Computer storage can benefit virtually any data-hungry use case. Observability data sources, such as logs, metrics, traces and events, overshadow other data sources in most companies, Heudecker noted. Currently, researching and processing this data is becoming a challenge, even at low volumes. “It’s easy to see applications for computer storage in observability, where complex searches are transmitted directly to SSD, which reduces latency while improving performance and carbon efficiency,” he said.
The main drawback of the technology is that applications need to be rewritten to take advantage of the new model. “It will take time and, before that happens, the space has to mature,” Heudecker said. In addition, the technology is currently dominated by small startups and standards have not emerged, making it difficult to surpass the first proofs of concept. “If organizations want to get involved, they can follow the work of the Storage Networking Industry Association’s Technical Task Force on Computer Storage to monitor the development of standards,” he suggested.
5. Storage of DNA data
DNA-based data storage is a potentially revolutionary technology. Synthetic DNA promises unprecedented data storage density. A single gram of DNA can store well over 200 Po of data. And this data is sustainable. “When stored under appropriate conditions, DNA can easily last 500 years,” Heudecker said.
In DNA data storage, digital bits (0 and 1) are translated into nucleobase codes and then converted to synthetic DNA (no real organic bits are used). The DNA is then stored. “If you need to reproduce it, you can do it cheaply and easily with PCR (polymerrase chain reaction), making millions of copies of data,” Heudecker said. When it’s time to re-read it, the existing sequencing technology converts nucleobases into 0 and 1.
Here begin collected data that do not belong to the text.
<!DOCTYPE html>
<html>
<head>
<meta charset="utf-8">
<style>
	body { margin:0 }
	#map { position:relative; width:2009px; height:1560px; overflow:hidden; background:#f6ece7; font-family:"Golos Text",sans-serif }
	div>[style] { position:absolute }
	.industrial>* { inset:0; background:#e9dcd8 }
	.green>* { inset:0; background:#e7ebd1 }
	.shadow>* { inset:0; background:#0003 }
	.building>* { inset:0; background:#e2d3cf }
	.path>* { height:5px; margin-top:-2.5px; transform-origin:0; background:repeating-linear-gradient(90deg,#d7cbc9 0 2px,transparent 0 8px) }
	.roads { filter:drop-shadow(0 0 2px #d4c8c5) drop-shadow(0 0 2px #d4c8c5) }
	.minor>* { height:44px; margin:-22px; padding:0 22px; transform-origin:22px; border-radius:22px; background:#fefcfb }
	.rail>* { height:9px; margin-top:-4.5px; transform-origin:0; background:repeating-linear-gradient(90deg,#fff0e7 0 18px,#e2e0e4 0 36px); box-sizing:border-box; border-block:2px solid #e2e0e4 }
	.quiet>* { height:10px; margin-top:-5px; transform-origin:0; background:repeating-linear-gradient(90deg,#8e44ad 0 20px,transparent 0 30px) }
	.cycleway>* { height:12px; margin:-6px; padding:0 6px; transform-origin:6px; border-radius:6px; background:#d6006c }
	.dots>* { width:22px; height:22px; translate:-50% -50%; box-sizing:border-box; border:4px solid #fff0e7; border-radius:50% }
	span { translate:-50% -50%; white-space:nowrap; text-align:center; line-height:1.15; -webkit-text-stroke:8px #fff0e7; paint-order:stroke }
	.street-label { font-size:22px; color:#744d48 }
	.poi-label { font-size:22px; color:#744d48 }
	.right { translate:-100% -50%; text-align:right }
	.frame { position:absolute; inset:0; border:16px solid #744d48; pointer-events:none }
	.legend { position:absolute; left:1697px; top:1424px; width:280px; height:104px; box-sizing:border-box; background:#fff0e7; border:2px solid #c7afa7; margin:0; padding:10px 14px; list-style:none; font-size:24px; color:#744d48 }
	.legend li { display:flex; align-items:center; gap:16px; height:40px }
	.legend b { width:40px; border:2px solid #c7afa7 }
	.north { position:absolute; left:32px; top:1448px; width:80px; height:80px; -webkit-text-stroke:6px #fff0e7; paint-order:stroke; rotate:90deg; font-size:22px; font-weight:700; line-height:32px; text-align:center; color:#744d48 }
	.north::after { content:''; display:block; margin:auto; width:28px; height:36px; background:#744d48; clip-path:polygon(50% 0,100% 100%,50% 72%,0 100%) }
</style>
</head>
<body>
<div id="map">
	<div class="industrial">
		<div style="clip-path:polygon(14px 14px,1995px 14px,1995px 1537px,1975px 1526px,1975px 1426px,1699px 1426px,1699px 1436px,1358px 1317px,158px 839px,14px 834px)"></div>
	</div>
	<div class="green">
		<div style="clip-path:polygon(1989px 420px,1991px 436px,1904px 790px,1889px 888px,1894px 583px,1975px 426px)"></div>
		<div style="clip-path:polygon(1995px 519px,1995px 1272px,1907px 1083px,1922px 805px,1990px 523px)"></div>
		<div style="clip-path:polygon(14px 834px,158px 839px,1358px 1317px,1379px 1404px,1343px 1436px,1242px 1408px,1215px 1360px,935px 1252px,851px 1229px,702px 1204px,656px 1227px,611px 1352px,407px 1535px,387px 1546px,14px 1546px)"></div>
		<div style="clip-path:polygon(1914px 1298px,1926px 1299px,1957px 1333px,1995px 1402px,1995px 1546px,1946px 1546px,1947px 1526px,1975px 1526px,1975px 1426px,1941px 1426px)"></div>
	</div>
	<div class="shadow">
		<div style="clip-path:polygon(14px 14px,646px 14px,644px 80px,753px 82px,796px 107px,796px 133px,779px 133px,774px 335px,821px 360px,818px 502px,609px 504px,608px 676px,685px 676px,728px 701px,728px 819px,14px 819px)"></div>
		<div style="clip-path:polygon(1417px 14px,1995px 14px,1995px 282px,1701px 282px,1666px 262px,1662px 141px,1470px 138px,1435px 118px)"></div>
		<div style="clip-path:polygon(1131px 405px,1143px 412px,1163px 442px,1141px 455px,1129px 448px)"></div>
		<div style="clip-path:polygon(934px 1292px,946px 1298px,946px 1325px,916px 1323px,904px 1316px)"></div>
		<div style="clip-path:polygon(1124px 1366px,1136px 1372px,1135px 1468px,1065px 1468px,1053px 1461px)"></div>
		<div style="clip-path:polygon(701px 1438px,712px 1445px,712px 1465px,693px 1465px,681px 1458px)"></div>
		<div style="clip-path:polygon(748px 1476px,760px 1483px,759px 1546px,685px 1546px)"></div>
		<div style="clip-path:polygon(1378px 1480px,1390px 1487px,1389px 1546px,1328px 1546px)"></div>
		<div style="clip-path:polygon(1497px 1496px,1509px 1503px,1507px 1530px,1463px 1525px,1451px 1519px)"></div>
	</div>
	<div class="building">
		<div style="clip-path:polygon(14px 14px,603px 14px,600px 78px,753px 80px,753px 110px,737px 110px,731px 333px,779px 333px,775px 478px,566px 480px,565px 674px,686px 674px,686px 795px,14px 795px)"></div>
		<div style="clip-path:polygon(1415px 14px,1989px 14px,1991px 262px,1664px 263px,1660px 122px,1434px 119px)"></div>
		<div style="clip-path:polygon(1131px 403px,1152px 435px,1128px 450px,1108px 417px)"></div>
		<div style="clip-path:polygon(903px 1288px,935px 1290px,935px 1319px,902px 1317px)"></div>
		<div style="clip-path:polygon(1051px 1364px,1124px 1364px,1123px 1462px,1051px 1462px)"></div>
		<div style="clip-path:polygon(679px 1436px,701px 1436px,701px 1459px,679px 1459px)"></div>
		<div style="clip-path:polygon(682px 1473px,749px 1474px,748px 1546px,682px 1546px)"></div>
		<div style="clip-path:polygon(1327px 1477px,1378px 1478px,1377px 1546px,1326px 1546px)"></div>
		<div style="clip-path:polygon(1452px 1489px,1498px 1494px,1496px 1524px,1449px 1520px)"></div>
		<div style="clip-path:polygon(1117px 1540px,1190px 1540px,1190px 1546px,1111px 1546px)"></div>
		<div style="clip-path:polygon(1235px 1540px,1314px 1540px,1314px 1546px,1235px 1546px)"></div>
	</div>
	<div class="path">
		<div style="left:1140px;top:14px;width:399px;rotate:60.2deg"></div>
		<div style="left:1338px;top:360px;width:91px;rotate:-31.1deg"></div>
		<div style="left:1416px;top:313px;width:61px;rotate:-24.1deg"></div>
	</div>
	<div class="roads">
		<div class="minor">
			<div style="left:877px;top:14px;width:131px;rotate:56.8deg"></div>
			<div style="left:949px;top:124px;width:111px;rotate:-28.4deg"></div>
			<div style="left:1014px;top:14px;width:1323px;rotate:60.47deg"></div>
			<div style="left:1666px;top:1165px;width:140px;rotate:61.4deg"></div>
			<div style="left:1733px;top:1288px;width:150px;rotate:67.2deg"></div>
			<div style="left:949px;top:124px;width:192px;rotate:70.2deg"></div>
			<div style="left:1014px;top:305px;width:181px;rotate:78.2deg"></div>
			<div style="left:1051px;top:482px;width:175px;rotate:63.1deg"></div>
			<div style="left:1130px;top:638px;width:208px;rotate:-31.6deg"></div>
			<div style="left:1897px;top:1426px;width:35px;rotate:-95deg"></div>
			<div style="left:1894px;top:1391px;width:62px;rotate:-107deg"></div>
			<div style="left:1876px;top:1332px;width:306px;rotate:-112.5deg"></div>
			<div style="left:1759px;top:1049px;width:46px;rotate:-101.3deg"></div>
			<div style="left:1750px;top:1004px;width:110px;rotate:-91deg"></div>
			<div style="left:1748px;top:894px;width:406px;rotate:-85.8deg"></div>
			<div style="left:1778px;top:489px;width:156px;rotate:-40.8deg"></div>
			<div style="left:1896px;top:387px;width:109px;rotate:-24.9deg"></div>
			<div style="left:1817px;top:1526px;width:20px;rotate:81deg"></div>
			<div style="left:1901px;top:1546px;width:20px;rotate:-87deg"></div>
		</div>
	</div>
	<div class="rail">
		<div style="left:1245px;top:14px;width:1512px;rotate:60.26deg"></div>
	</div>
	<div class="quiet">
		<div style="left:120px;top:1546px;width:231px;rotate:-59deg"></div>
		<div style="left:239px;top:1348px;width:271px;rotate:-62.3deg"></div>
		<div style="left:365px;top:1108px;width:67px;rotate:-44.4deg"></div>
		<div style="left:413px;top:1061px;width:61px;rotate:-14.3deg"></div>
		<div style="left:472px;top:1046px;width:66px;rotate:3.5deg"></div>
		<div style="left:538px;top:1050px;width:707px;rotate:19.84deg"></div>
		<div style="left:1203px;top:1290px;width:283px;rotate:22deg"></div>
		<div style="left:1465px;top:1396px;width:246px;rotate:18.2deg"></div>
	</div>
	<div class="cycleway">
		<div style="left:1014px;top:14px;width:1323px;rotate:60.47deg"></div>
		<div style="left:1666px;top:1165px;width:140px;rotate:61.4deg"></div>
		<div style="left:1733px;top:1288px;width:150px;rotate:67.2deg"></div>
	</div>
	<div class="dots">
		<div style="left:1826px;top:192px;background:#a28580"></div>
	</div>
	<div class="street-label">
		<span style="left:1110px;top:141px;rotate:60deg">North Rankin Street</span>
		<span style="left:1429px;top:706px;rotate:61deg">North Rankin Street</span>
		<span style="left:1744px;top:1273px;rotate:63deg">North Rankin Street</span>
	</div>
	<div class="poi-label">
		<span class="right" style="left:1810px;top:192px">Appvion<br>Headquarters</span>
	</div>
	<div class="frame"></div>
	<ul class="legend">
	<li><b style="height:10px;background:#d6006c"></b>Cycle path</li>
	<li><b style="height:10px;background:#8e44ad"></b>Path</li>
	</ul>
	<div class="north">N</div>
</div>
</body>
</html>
In the next step, enzymes are used to process the data in its DNA representation. “Just as computer storage brings processing to the data, you can introduce enzymes into the DNA data, which gives you a massive parallelization of processing on huge amounts of data,” he noted. “Enzymes therefore write new strands of DNA, which are then sequenced and converted into digital data.”
Dna data storage also offers the advantage of carbon efficiency. “Because these are all-natural biological processes, there is minimal carbon impact,” Heudecker said. However, the disadvantages of technology are significant. Creating enough synthetic DNA for a meaningful DNA reader is currently prohibitive, but companies such as CATALOG are working on the problem, he noted.
Meanwhile, several companies looking to advance DNA storage technology, such as Microsoft, Illumina and Twist Bioscience, are working hard to make it convenient enough for routine use. “I anticipate that the first DNA readers will be available in a cloud delivery model within four years,” Heudecker said.